Cultura

"Alguien, en algún lugar"

En el programa del Tour de Cine Francés, "Alguien, en algún lugar" (Deux moi; Francia, 2019) cumple con los requisitos de la comedia romántica a la francesa
sábado, 31 de octubre de 2020

CIUDAD DE MÉXICO (Proceso).- En el programa del Tour de Cine Francés, Alguien, en algún lugar (Deux moi; Francia, 2019) cumple con los requisitos de la comedia romántica a la francesa; Cédrik Klapisch practica la fórmula en la mayoría de sus cintas: humor fino, encuentros o desencuentros amorosos bajo un análisis psicológico que no se toma demasiado en serio, y con una cierta vocación de moralista propone una crítica afable sobre los ritos del aparejamiento en la era del internet.

Rémy (Francois Civil) y Mélanie (Ana Girardot) son vecinos, se conocen sin mirarse, padecen la depresión de los 30 años, cada uno busca pareja a su manera, ambos sufren la depresión de llegar a esa edad, son vecinos, el público sabe que están hechos el uno para el otro pero la pareja se cruza, repetidas veces, sin conocerse.

Klapisch manipula la tensión a base de paralelos: ambos personajes viajan en el mismo vagón del Metro sin verse, se rozan si tocarse, se cruzan en la tienda árabe del barrio sin toparse; desde sus respectivos balcones, contiguos pero separados, contemplan el atardecer melancólico de París, los trenes que circulan por la Gare du Nord, Monmartre, el Sagrado Corazón al fondo. Las líneas paralelas implican también contrastes de opuestos: ella duerme demasiado, él padece insomnio, ella es parisina, él es provinciano, cada uno desacomodado con la familia.

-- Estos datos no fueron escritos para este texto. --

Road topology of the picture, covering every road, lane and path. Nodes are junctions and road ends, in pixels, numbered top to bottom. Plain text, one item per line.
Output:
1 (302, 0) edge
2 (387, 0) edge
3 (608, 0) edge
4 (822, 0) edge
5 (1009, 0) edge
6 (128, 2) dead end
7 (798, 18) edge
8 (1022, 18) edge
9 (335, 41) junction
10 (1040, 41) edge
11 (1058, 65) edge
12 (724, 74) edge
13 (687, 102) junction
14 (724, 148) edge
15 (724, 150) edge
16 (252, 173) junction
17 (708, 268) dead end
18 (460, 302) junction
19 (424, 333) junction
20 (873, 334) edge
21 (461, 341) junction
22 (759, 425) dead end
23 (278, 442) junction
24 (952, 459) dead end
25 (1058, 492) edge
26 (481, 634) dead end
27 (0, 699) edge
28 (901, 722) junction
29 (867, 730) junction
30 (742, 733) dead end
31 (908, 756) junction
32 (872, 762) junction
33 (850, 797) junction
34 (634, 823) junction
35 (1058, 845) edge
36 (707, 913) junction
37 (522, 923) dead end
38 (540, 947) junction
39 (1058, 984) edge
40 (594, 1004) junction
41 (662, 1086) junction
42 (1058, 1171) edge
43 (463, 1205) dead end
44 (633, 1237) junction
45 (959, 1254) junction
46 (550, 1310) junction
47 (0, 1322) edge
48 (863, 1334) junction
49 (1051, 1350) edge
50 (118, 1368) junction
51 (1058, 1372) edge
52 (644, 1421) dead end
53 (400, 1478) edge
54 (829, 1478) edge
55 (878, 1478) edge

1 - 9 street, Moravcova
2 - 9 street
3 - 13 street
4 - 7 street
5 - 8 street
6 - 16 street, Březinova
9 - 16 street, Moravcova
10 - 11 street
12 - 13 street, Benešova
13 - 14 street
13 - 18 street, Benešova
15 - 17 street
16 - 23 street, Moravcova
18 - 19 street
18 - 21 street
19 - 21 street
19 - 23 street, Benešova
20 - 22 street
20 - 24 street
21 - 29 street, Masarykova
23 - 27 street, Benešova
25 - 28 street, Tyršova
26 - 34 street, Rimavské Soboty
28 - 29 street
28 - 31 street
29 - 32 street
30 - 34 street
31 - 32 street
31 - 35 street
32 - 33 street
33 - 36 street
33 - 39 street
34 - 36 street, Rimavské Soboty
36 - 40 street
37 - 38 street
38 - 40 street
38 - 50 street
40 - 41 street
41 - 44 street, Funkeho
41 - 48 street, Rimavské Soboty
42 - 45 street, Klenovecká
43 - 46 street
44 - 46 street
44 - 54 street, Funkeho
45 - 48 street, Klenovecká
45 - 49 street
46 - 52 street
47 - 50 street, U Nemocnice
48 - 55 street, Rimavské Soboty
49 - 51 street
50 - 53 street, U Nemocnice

El fondo es melancólico; sazonado por la edad, Klapisch observa, no sin cierta indulgencia, los medios de los que disponen estos jóvenes, a punto de dejar de serlo, para encontrar posibles prospectos de pareja, el celular como fetiche conductor de fuerzas eróticas, con sus sitios (como amour 2.0, los nuevos códigos de ligue en las redes). Se siguen encuentros fallidos, situaciones desbordadas en las salidas de Mélanie con los candidatos imposibles de pareja.

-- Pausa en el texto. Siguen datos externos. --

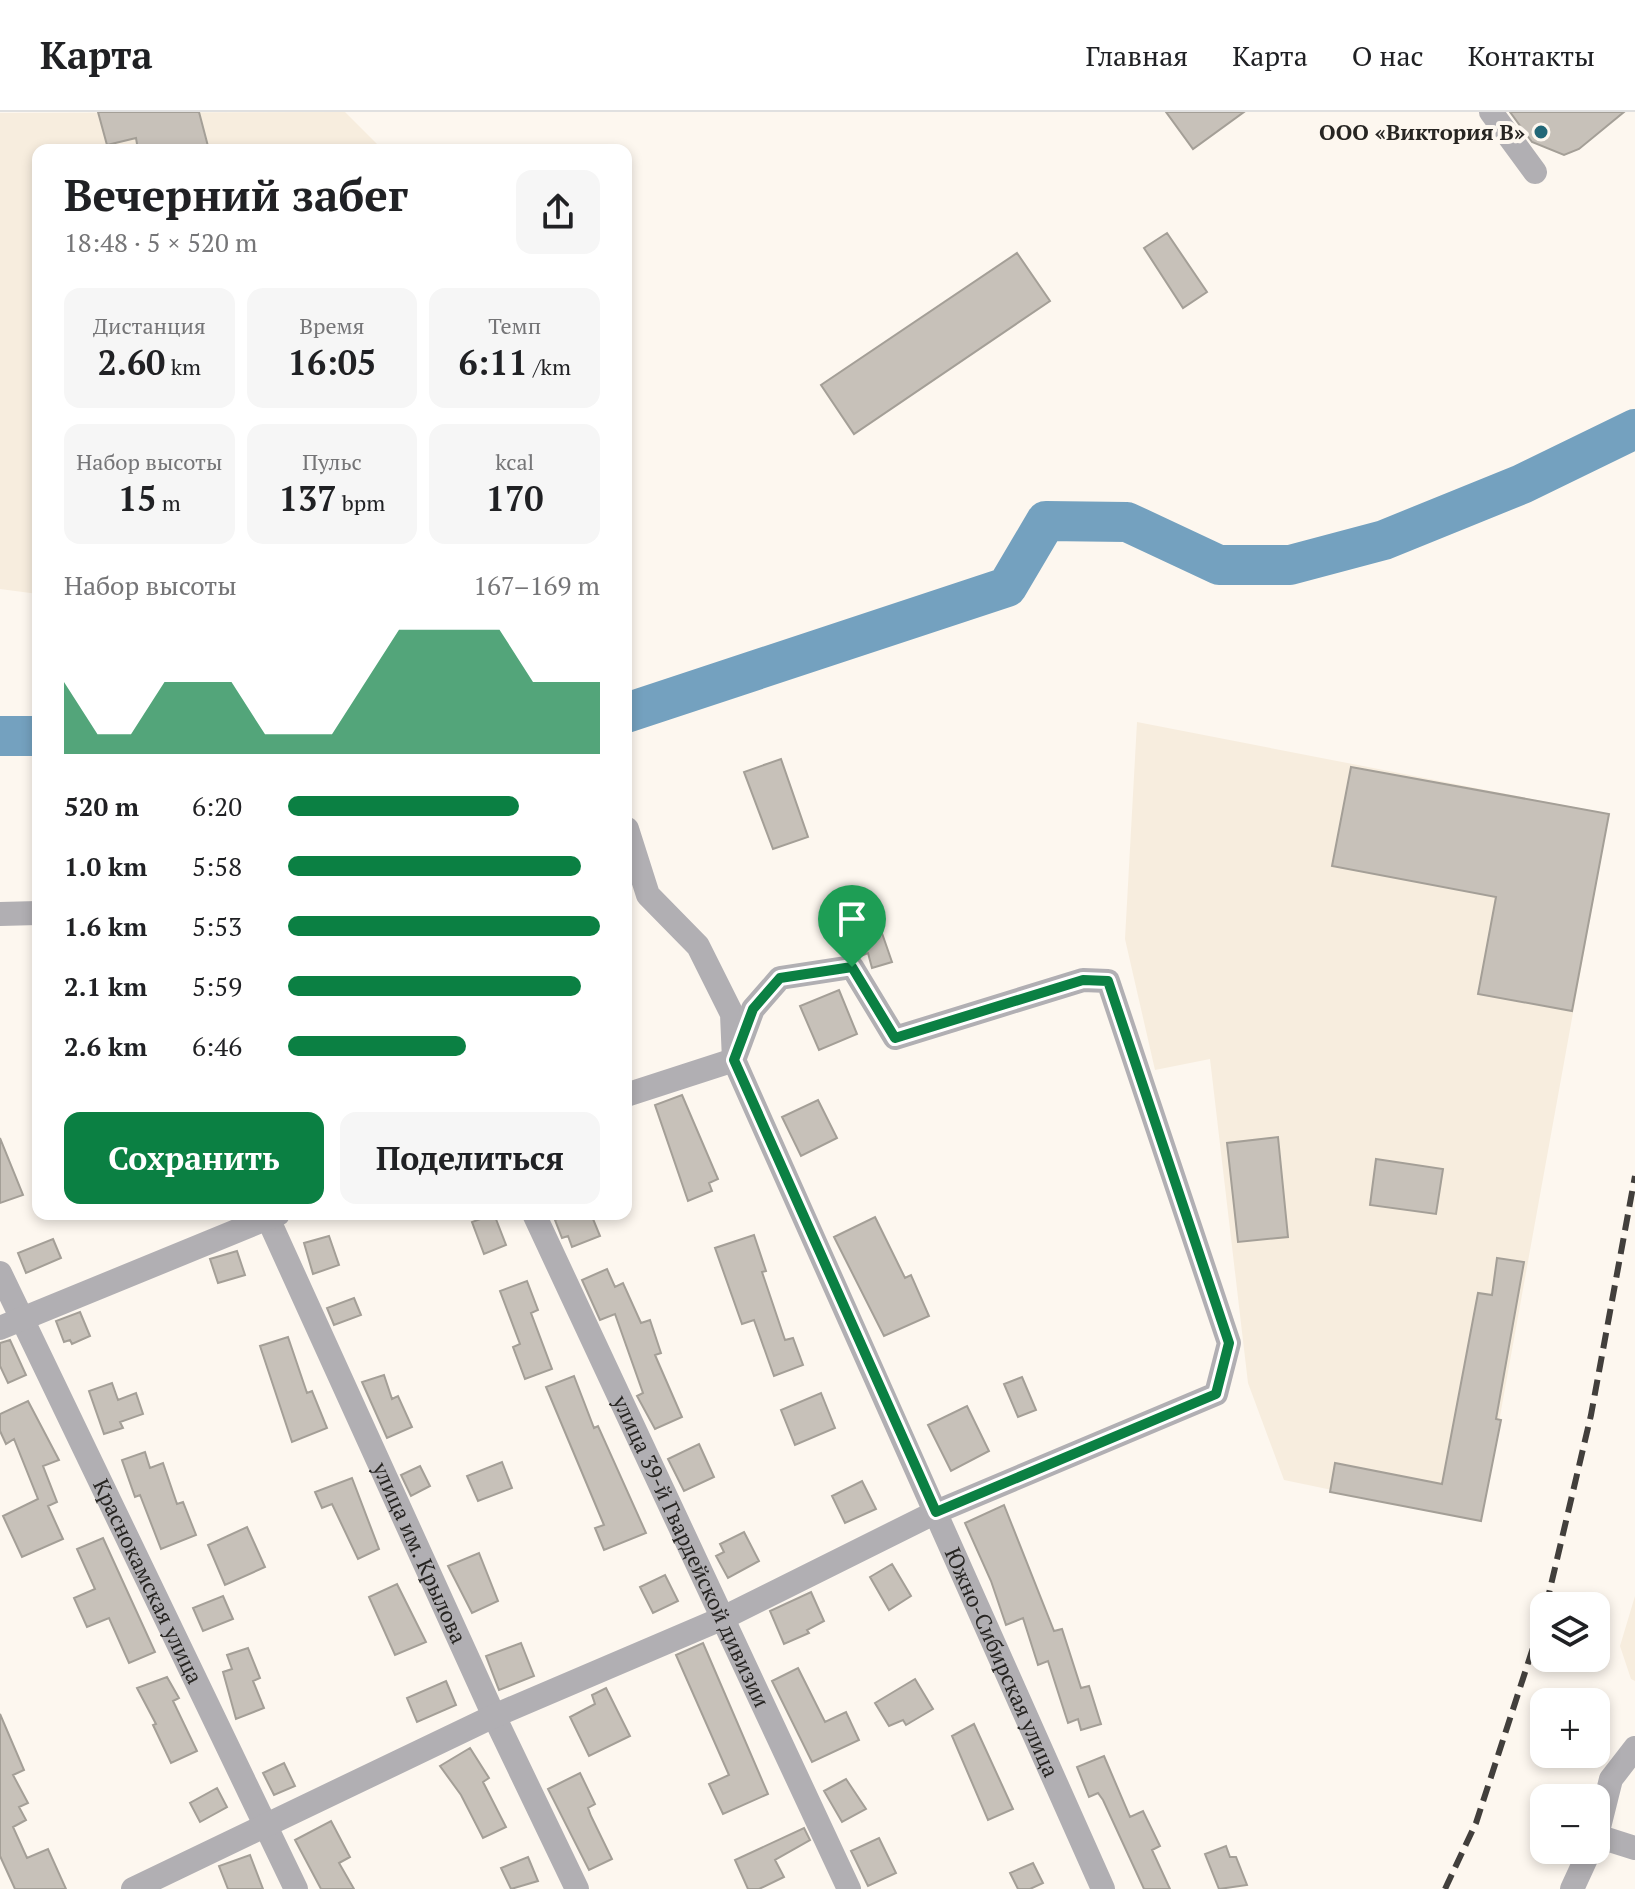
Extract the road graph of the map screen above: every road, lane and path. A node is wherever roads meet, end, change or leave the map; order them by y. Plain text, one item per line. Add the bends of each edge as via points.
1 (1491, 112) edge
2 (1535, 172) dead end
3 (632, 845) edge
4 (32, 913) edge
5 (0, 914) edge
6 (734, 1060) junction
7 (632, 1093) edge
8 (259, 1220) edge
9 (273, 1220) edge
10 (537, 1220) edge
11 (0, 1273) edge
12 (11, 1323) edge
13 (936, 1512) junction
14 (721, 1619) junction
15 (494, 1716) junction
16 (1635, 1748) edge
17 (1610, 1784) edge
18 (265, 1824) junction
19 (1610, 1844) edge
20 (1635, 1848) edge
21 (1584, 1864) edge
22 (133, 1889) edge
23 (296, 1889) edge
24 (577, 1889) edge
25 (849, 1889) edge
26 (1103, 1889) edge
27 (1572, 1889) edge

1 - 2 street
3 - 6 street, Южно-Сибирская улица via 648,895 698,946 732,1014
4 - 5 street
6 - 7 street
6 - 13 street, Южно-Сибирская улица
6 - 13 street via 753,1009 780,978 852,967 895,1038 1083,980 1108,981 1229,1343 1216,1394
8 - 12 street
9 - 15 street, улица им. Крылова
10 - 14 street, улица 39-й Гвардейской дивизии
11 - 12 street, Краснокамская улица
12 - 18 street, Краснокамская улица
13 - 14 street
13 - 26 street, Южно-Сибирская улица
14 - 15 street
14 - 25 street, улица 39-й Гвардейской дивизии
15 - 18 street
15 - 24 street, улица им. Крылова
16 - 17 street
18 - 22 street
18 - 23 street, Краснокамская улица
19 - 20 street
21 - 27 street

Para la depresión, los ataques de pánico, dificultad de adaptación, respuesta a las oportunidades de trabajo y todo aquello que la sociedad exige, existe un remedio: la psicoterapia. Un psicoanalista (Francois Baléard) para él, y una tal (Camille Cottin) para ella. Las fórmulas, banales en su obviedad, atinan bien al centro de la neurosis de cada uno; entonces resuena el veredicto del director sobre el uso del celular frente a las expectativas amorosas.

El humor que practica Cédrik Klapisch es el de la risa fina, como si quisiera evitar la carcajada; su cinta Amar está en chino (Casse-tête chinois, 2013), donde lleva el disparate de las situaciones al extremo, sería la excepción. Al igual que en Alguien, en algún lugar, el absurdo de Klapisch es una desarticulación de la normalidad dentro de la misma normalidad, como las primeras sesiones de psicoterapia de Rémy que no sabe para qué está ahí.

El riesgo que corre el director es pasar por muy banal, pero el cine de Klapisch, cuya tesis de maestría fue un estudio sobre Woody Allen, los Hermanos Marx y Tex Avery, ha convertido en firma de autoría esos momentos de perplejidad del personaje ante una situación que se supone debería entender pero que lo sobrepasa; si fuese dibujo animado, los ojos se saldrían de sus órbitas.

Texto publicado el 25 de octubre en la edición 2295 de la revista Proceso.